In 2020, Americans contributed more than $471 billion to charity organizations. The American people's generosity helps various causes, including health care, education, the arts, education, and environmental protection.
How Charity Scams Work
- You receive a phone call, email, direct mail piece, or even door-to-door solicitation collecting funds for victims of war, natural disasters or other causes.
- You may receive a "thank you" email or phone call making you think that you have contributed to the charity in the past.
- The request for payment may be cash, gift card, cryptocurrency, or wire transfer.
- You are pressured to contribute right away.
What You Should Know
- Fake charities flourish when large crises appear in the news - whether it is a climate disaster, pandemic, or other tragedy.

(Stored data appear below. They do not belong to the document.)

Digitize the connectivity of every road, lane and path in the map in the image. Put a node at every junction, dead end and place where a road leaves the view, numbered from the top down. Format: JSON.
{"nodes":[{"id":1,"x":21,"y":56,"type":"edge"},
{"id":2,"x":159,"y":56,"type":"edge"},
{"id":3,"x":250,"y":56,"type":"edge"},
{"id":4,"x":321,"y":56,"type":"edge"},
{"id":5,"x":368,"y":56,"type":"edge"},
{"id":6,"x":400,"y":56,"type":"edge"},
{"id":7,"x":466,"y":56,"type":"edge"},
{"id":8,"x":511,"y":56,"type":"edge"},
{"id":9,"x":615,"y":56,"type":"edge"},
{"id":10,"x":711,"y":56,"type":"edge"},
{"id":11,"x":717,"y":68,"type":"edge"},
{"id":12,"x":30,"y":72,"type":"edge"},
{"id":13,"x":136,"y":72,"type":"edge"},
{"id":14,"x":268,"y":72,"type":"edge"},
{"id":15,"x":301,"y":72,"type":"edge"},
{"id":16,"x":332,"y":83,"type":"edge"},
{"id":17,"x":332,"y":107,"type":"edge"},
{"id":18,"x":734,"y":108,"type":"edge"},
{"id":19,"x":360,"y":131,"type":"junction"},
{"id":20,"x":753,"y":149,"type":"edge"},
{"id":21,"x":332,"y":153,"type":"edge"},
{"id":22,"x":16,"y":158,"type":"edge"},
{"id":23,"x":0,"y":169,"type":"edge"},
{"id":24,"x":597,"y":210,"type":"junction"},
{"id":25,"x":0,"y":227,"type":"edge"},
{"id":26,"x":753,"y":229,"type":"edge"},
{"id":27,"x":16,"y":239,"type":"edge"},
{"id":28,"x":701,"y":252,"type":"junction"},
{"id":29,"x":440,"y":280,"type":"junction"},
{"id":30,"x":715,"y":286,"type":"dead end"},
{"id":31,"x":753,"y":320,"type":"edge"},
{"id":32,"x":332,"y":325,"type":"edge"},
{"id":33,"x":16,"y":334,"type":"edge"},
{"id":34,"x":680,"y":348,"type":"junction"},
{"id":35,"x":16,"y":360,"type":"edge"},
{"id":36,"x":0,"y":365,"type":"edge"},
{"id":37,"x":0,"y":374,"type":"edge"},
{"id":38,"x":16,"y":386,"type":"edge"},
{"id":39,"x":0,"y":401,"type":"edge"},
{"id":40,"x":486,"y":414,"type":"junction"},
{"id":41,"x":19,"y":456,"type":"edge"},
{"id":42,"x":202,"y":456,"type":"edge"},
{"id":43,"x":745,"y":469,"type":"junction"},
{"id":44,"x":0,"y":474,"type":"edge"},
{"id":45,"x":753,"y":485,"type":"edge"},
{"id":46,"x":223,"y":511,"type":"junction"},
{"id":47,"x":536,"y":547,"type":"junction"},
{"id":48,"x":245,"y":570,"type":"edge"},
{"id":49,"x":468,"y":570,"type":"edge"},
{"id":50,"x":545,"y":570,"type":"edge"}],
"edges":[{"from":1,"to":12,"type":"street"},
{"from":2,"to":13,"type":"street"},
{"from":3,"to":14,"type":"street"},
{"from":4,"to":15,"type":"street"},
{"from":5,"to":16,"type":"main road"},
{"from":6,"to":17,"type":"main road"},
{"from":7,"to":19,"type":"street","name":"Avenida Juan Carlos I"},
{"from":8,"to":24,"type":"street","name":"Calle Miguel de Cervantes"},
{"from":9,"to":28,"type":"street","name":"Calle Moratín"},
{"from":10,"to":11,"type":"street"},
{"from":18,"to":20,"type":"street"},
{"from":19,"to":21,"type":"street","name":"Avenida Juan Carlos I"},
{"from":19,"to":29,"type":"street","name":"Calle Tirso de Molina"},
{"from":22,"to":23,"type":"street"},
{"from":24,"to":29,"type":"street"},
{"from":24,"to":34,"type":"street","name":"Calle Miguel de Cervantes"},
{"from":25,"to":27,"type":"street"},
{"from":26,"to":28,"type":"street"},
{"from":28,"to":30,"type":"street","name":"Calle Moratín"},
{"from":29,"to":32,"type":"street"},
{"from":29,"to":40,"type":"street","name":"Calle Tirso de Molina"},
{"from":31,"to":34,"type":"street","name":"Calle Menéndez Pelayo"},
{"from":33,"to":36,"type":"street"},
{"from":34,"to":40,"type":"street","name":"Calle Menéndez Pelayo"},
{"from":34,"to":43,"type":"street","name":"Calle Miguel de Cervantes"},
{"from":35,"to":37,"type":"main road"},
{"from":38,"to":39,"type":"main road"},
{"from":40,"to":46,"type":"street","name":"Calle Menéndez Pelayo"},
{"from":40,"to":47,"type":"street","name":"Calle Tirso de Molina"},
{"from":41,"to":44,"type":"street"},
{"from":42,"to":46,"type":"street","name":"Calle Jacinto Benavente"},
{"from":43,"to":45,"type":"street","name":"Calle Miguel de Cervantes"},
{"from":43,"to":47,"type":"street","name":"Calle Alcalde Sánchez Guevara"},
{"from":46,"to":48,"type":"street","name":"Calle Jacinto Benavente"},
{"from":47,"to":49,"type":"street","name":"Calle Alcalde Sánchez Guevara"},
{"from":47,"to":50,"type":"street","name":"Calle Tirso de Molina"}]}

- These "charities" may have legitimate-looking websites and names, making them hard to identify as fraudulent.
- While some charity scams are fake organizations, others are registered non-profits but devote little money raised to the programs they promote.
- Legitimate charities are not likely to ask for or accept gift cards, wire transfers, or cryptocurrency as a form of payment.
What You Should Do
- Research the charity via websites, such as CharityNavigator.org or CharityWatch.org, to ensure its legitimacy and to find out how their donations are actually used to serve their stated mission versus overhead costs.
- Don't share your personal and financial information like your Social Security number, date of birth, or bank account number to anyone soliciting a donation.
- Use a credit card when donating - it will be easier to track and if your card is misused, you have protection from loss.
- Be wary of links in unsolicited email, text, and social media fundraising messages; they can unleash malware on your device.
Knowledge is power. You have the power to protect yourself from scams. Please share these tips with friends and family.